Before we dive in, it’s worth addressing that we absolutely recognize it’s not just your wallet that’s affected by having a breast fed babe. A nursing mother’s time, body, and sometimes sanity, are also impacted. We know it’s a sacrifice and aim here to highlight the indirect costs that can be missed by new parents while also acknowledging that all those milky minutes devoted to babies are extremely valuable, too! Cool? Awesome!

First, let’s get a quick financial rundown of formula feeding. Infant formula has a vast price spectrum per container, ranging from about $70 to $250 per month for an exclusively formula-fed baby. On the lower end, that’s about $900; on the higher end, that could equal around $3,000 spent on formula by the time you have a 1-year-old.

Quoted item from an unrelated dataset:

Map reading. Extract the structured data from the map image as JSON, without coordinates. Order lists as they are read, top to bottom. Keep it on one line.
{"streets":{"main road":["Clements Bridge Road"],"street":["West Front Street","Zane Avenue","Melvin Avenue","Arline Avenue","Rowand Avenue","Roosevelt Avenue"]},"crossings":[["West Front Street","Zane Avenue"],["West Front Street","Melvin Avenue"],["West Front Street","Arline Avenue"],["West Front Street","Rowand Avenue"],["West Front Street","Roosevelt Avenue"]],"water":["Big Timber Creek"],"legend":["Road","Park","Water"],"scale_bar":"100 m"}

In addition, you’ll of course need baby bottles and may opt for other convenient accessories, such as a bottle warmer, drying rack, holder for your stroller, etc. that all play into a grand total for the cost of formula feeding your newborn.

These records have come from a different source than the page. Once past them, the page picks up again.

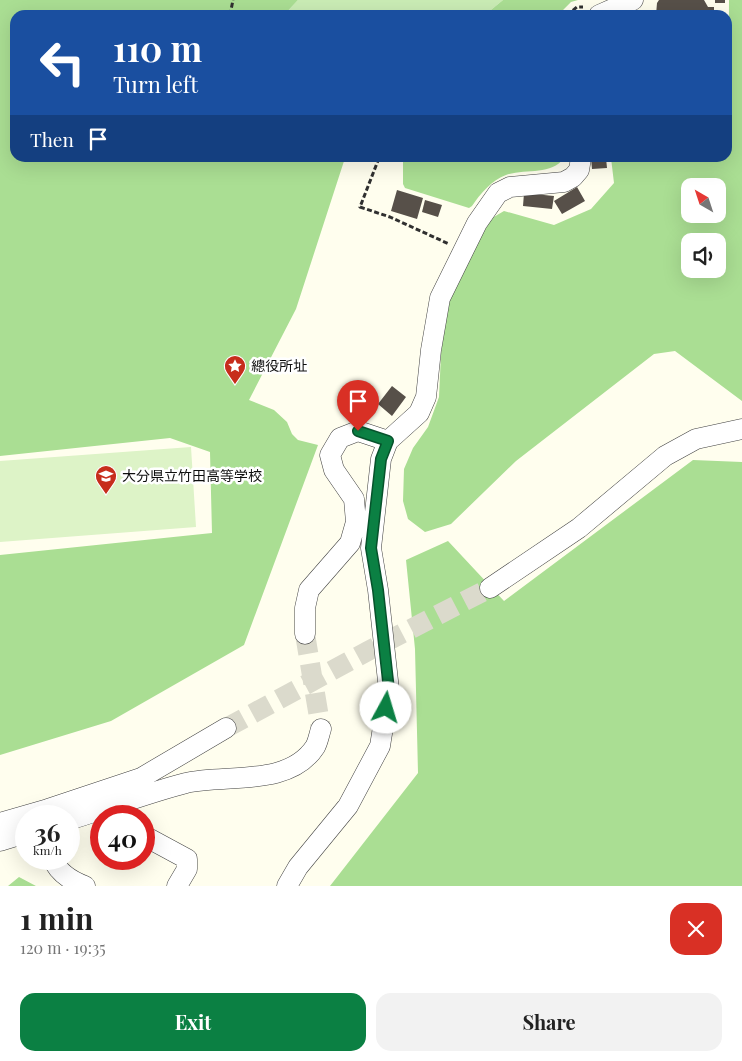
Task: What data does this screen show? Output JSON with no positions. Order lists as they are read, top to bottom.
{
  "places": {
    "place": ["總役所址"],
    "school or university": ["大分県立竹田高等学校"]
  },
  "north": "top left",
  "page": {
    "turn": ["110 m", "Turn left"],
    "then": "Then",
    "speed": "36 km/h",
    "limit": "40",
    "heading": ["1 min", "120 m · 19:35"],
    "buttons": ["Exit", "Share"]
  }
}
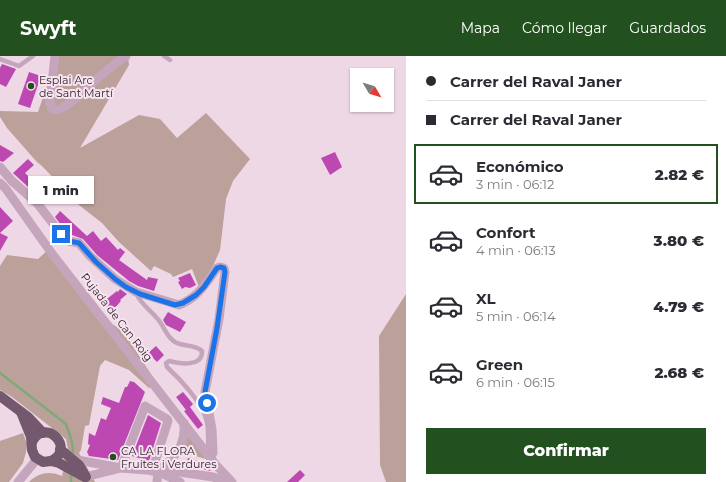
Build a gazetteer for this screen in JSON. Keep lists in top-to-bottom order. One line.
{"streets":{"street":["Pujada de Can Roig"]},"places":["Esplai Arc de Sant Martí","CA LA FLORA Fruites i Verdures"],"north":"bottom right","page":{"header":"Swyft","nav":["Mapa","Cómo llegar","Guardados"],"banner":["Carrer del Raval Janer","Carrer del Raval Janer"],"list":[{"name":"Económico","note":"3 min · 06:12","value":"2.82 €"},{"name":"Confort","note":"4 min · 06:13","value":"3.80 €"},{"name":"XL","note":"5 min · 06:14","value":"4.79 €"},{"name":"Green","note":"6 min · 06:15","value":"2.68 €"}],"bubble":"1 min","buttons":"Confirmar"}}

While those figures may give you some slight sticker shock, remember there are some expenses to consider if planning to breastfeed, too. No matter which way you slice it, mom and baby needs cost money!

Lactation Consultant Visit

Breastfeeding mothers often find out that while nursing may be natural, it’s not always intuitive or easy. Thankfully there are expert resources available to help you troubleshoot issues and establish a breastfeeding routine early on.

A lactation consultant is a healthcare professional who specializes in supporting and caring for nursing moms. From helping with baby’s latch to positioning tactics to advice on clearing a clogged duct, they’re the go-tos to help you achieve your feeding goals in the most comfortable, confident way possible.

There are different levels of expertise, but your best bet is to book an appointment (either in-home or at a clinic) with an International Board Certified Lactation Consultant (IBCLC) for top-tier assistance. These consultations vary between $150-$350 per visit. Some health insurance plans cover a portion of the fee, so it’s a worthy idea to call beforehand and estimate your out-of-pocket cost.

Breastfeeding Equipment + Accessories

Your most important hardware is built in (aka your leading ladies), but there are handy helpers that make the process more seamless—for a price.

Breast Pump

Thanks to the Affordable Care Act, you can receive a free breast pump through your insurance. However, not all pumps fall under this offer, and depending on your lifestyle and pumping needs (such as discreetly pumping at the office or needing something with hospital strength suction), you may be looking at paying a discounted rate for a higher-grade pump or will have to purchase one in full. For example, the popular Elvie wearable pump costs $500 per set and requires additional payment, while a tried-and-true base model electric pump will likely be fully covered by insurance. (Tip: Elvie recently launched the Elvie Stride pump specifically for insurance. Check it out!)

Nursing Pillow

Breastfeeding requires pillows—lots and lots of pillows! Your back needs the support, and your little bambino will quickly start to grow from their newborn size, making it harder to hold them for meals without backup. An obvious must-have, nursing pillow will cost you around $35 and up.

Nursing Bras/Clothing

Yes, you can technically nurse in any clothing, but nursing-friendly bras, shirts and coverups make life so much easier! Just like you can do your best to stuff your bump into your everyday wardrobe, it’s way more comfortable and practical to have some pieces that are made for the job. (If you’re expressing regularly, it’s also worth looking into pumping bras.) The price of these garments vary greatly, but know they’re generally more expensive than their non-nursing counterparts.

Supplements and Lactation Foods

Ramping up and maintaining your milk supply may involve certain supplements with Fenugreek, blessed thistle, anise, red raspberry leaf, fennel and turmeric as active ingredients. These concoctions help boost milk production and also come in tasty treats (like cookies, brownies, coffees and teas) if you’re not keen on swallowing pills. Look to spend anywhere from $15-$100 for these products.

Accessories

Sometimes it’s the small things that add up to make the biggest difference, especially if you have to replace these items more often. Nursing pads, milk storage bags, nipple cream, nipple formers and shields, and some soft muslin cloths to help keep you clean and dry are all part of the equation for many moms.

While we’re here to enthusiastically advocate for a mom to breastfeed if she wants to, the point is that it’s not totally free, and expenses should be factored in when planning for maternity leave or making a post-baby budget.